Welche Fallstricke bringt die Abtretung der Gehaltsforderung mit sich?

1 Was ist, wenn man (vorübergehend) arbeitslos wird, jedoch schön artig seine Raten zahlt? 2 Was ist, wenn der AG die Abtretung im Arbeitsvertrag ausschließt?

Kann dann der Darlehensvertrag durch den Darlehensgeber ausserordentlich gekündigt werden?

Danke und Grüße

Antwort
von Blume44, 113

zu 1. kann es dir nicht egal sein, woher das Geld kommt? Wenn gezahlt wird, kein Job vorhanden ist, dann ist das eben so

zu 2. das sollte der nicht ausschliessen können. Und wenn: pfände den Kreditnehmer. Dann kommt du mit einem richterlichen Beschluss sicher auch bei einer Lohnpfändung raus

Kann dann der Darlehensvertrag durch den Darlehensgeber ausserordentlich gekündigt werden?

was bringt dir das?

Was sollen diese Gedankenspiele, wenn doch das Ziel die Zahlung ist. Wer schliesst denn als Darlehensnehmer so einen Vertrag ab, wenn Zahlungswille besteht. Dann benötigt man doch keine Lohnabtretung.

Wirrer Ansatz, wenn es doch eheähnlich auch noch ist.

Kommentar von BilboBeutlin ,

Liebe Blume,

das sind lauter persönliche und nicht zielführende Nachfragen. Zum einen frage ich aus der Sicht des DaralehensNEHMERS, zum anderen kann man die Fragen auch ohne diese Art von Rückfrage beantworten. Meine Frage hat einen rein juristischen und keinen moralisch-theologischen Hintergrund. Es geht darum, was der Vertragpartner in "schlechten Zeiten" einklagen kann. Danke!

Kommentar von vulkanismus ,

Erstens ist ein Kreditnehmer unpfändbar und zweitens kann eine Privatperson nicht pfänden.

Antwort
von Privatier59, 84
Kann dann der Darlehensvertrag durch den Darlehensgeber ausserordentlich gekündigt werden?

Ich habe nicht mitgezählt, die wievielte Deiner Fragen zum Darlehensvertrag das jetzt ist. Wäre es nicht besser, die Formulierung einer rechtskundigen Person zu überlassen, statt selber Handwerksarbeit leisten zu wollen. Für die Unterwerfungsklausel muß man ohnehin zum Notar.

Und zu dieser speziellen Frage: Dass man unpfändbare Ansprüche nicht abtreten kann, ist Dir bereits mittgeteilt worden.

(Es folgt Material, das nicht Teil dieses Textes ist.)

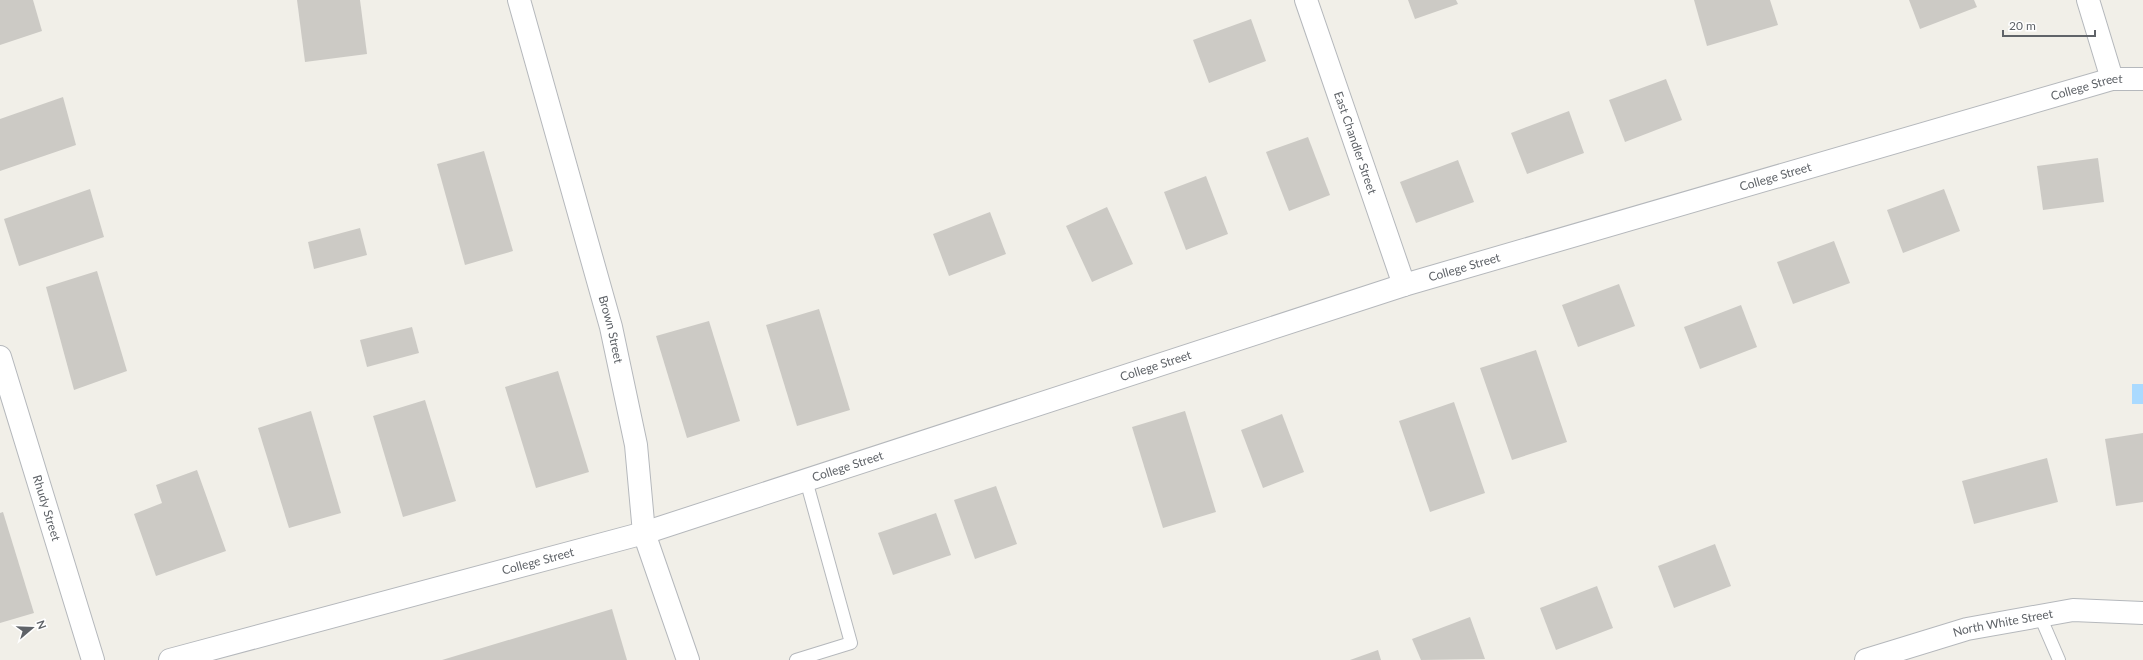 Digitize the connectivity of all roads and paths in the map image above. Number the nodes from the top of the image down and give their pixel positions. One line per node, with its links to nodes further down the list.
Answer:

Bei bestimmten Tätigkeiten wird zudem eine beglaubigte Abtretungsurkunde verlangt:

http://dejure.org/gesetze/BGB/411.html

Und schließlich ist es möglich, dass arbeitsvertraglich ein Abtretungsverbot vereinbart wurde, wie von Dir richtig erkannt. Dann stehst Du da und mußt doch einen gerichtlichen Titel erwirken.

Kommentar von BilboBeutlin ,

OK, mich verwirrt in diesem Zusammenhang, dass im Internet sehr viele Vordrucke für derlei Darlehensverträge kursieren, in welchen die Abtretung von Lohnansprüchen als Sicherung formuliert werden.

Wenigstens diese Abtretung kann doch ohne Notar geschehen?

Mich verwirren die Antworten: Wie ist es denn nun konkret mit Frage 1 und 2? Bei 2. insbesondere scheine ich ein Problem zu haben. Wenn man dies dann aber irgendwie "heilen" kann, dann ist ja gut. Die allgemeine Frage lautet: Kann der Darlehensvertrag aufgrund dieser Art von Sicherheit "wenn es dumm läuft" gekündigt werden? Oder nicht? Oder hat man es dann noch selbst in der Hand?

Danke!

Kommentar von BilboBeutlin ,

Hmmm, vielleicht müsste ich nicht so oft nachhacken, wenn genauer bzw. vollständiger auf die gestellten Fragen eingegangen würde.